There are terrorists and racists and Stalinists and theocrats. But those are titles that must be earned; you must have the resume. Not being able to distinguish between real racists and Tea Partiers or real bigots and Juan Williams or Rick Sanchez is an insult, not only to those people but to the racists themselves who have put in the exhausting effort it takes to hate. Just as the inability to distinguish terrorists from Muslims makes us less safe not more. The press is our immune system. If it overreacts to everything, we actually get sicker and perhaps eczema.
And yet, with that being said, I feel good… strangely, calmly good. Because the image of Americans that is reflected back to us by our political and media process is false. It is us through a fun house mirror — and not the good kind that makes you look slim in the waist and maybe taller, but the kind where you have a giant forehead and an ass shaped like a month-old pumpkin and one eyeball.
So, why would we work together? Why would you reach across the aisle to a pumpkin-assed forehead eyeball monster? If the picture of us were true, of course our inability to solve problems would actually be quite sane and reasonable. Why would you work with Marxists actively subverting our Constitution or racists and homophobes who see no one’s humanity but their own? We hear every damn day about how fragile our country is, on the brink of catastrophe, torn by polarizing hate, and how it’s a shame that we can’t work together to get things done, but the truth is we do.
We work together to get things done every damn day!
The only place we don’t is here [Washington] or on cable TV. But Americans don’t live here or on cable TV. Where we live, our values and principles form the foundation that sustains us while we get things done, not the barriers that prevent us from getting things done. Most Americans don’t live their lives solely as Democrats, Republicans, Liberals or Conservatives. Americans live their lives more as people that are just a little bit late for something they have to do — often something that they do not want to do — but they do it. Impossible things every day that are only made possible through the little reasonable compromises we all make.
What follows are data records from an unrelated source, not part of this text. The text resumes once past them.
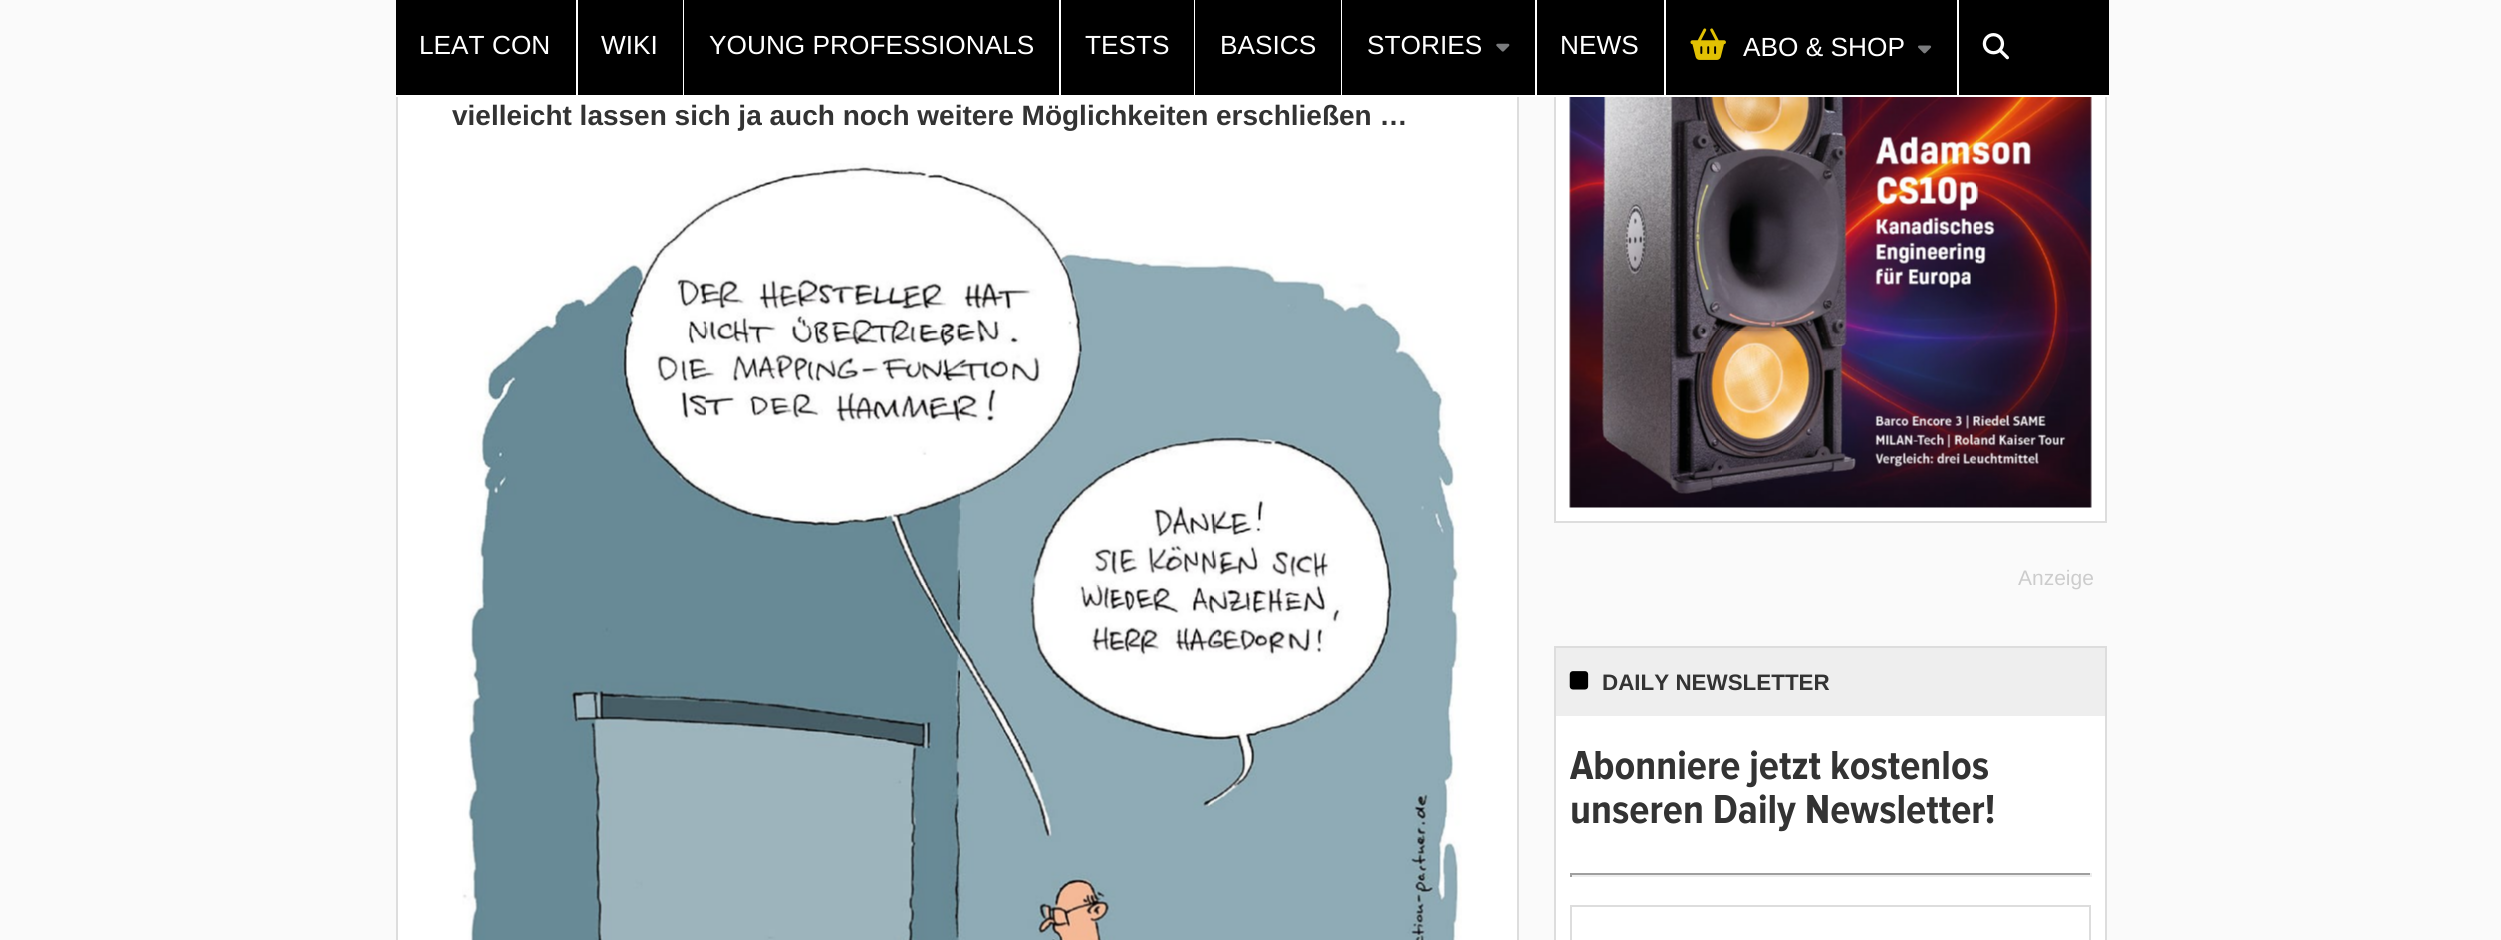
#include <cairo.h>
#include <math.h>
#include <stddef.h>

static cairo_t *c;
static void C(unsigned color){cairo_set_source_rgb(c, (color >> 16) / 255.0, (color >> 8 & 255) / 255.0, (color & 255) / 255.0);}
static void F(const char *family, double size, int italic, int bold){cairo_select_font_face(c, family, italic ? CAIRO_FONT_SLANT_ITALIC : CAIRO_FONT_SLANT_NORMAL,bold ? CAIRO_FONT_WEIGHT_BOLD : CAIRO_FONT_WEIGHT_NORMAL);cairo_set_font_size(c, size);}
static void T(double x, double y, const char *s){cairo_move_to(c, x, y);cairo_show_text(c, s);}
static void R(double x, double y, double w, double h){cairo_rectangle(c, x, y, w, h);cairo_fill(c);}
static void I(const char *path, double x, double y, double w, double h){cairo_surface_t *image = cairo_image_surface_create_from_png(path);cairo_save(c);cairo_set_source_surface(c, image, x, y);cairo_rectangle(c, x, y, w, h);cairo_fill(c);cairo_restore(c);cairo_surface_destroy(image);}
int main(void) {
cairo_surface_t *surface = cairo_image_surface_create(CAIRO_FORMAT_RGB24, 2501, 940);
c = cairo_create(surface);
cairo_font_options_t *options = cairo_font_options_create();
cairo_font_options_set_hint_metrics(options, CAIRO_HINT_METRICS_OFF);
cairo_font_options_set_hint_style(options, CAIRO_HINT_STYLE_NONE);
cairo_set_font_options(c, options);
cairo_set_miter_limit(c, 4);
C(0xfafafa);
cairo_paint(c);
C(0xffffff);
R(398,97,1119,843);
cairo_rectangle(c,397,-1,1121,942);
C(0xdddddd);
cairo_stroke(c);
C(0xffffff);
R(1556,97,549,424);
cairo_rectangle(c,1555,-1,551,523);
C(0xdddddd);
cairo_stroke(c);
C(0x000000);
R(396,0,1713,95);
C(0xffffff);
R(396,95,1713,2);
R(576,0,2,95);
F("Liberation Sans",26.25,0,0);
T(419,54,"LEAT CON");
R(683,0,1,95);
T(601,54,"WIKI");
R(1059,0,2,95);
T(709,54,"YOUNG PROFESSIONALS");
R(1194,0,1,95);
T(1085,54,"TESTS");
R(1341,0,1,95);
T(1220,54,"BASICS");
R(1535,0,2,95);
T(1367,54,"STORIES");
I("1.png",1496,43,14,9);
R(1664,0,2,95);
T(1560,54,"NEWS");
R(1957,0,2,95);
I("2.png",1690,28,36,32);
T(1743,56,"ABO & SHOP");
I("3.png",1918,45,14,9);
I("4.png",1982,33,27,27);
F("Liberation Sans",28,0,1);
C(0x333333);
T(452,125,"vielleicht lassen sich ja auch noch weitere Möglichkeiten erschließen …");
I("5.png",462,163,1000,777);
I("6.png",1569,97,523,411);
F("Liberation Sans",21,0,0);
C(0xcccccc);
T(2018,585,"Anzeige");
C(0xffffff);
R(1556,716,549,224);
cairo_rectangle(c,1555,647,551,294);
C(0xdddddd);
cairo_stroke(c);
C(0xeeeeee);
R(1556,648,549,68);
I("7.png",1569,671,20,19);
F("Liberation Sans",22.4,0,1);
C(0x333333);
T(1602,690,"DAILY NEWSLETTER");
F("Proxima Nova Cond",42,0,1);
T(1570,779,"Abonniere jetzt kostenlos");
T(1570,823,"unseren Daily Newsletter!");
C(0x9f9f9f);
R(1570,873,521,2);
C(0xeeeeee);
R(2090,873,2,4);
R(1570,875,521,2);
C(0x9f9f9f);
R(1570,873,2,4);
cairo_rectangle(c,1571,906,519,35);
C(0xdddddd);
cairo_stroke(c);
cairo_surface_write_to_png(surface, "o.png");
cairo_font_options_destroy(options);
cairo_destroy(c);
cairo_surface_destroy(surface);
return 0;
}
Look on the screen: this is where we are, this is who we are. [The screen shows cars in traffic, trying to get into a tunnel.] These cars… that’s a schoolteacher who probably thinks his taxes are too high. He’s going to work. There’s another car: a woman with two small kids, can’t really think about anything else right now. There’s another car swinging — I don’t even know if you can see it — the lady’s in the NRA and loves Oprah. There’s another car: an investment banker, gay, also likes Oprah. Another car’s a Latino carpenter. Another car a fundamentalist vacuum salesman. Atheist obstetrician. Mormon Jay-Z fan.
But this is us.
Every one of the cars that you see is filled with individuals of strong belief and principles they hold dear, often principles and beliefs in direct opposition to their fellow travelers. And yet these millions of cars must somehow find a way to squeeze one by one into a mile-long, 30-foot-wide tunnel carved underneath a mighty river. Carved, by the way, by people who I’m sure had their differences. And they do it. Concession by concession. You go. Then I’ll go. You go, then I’ll go. You go, then I’ll go — Oh my God, is that an NRA sticker on your car? Is that an Obama sticker on your car? Well, that’s okay. You go, and then I’ll go. And sure, at some point there will be a selfish jerk who zips up the shoulder and cuts in at the last minute, but that individual is rare and he is scorned and not hired as an analyst.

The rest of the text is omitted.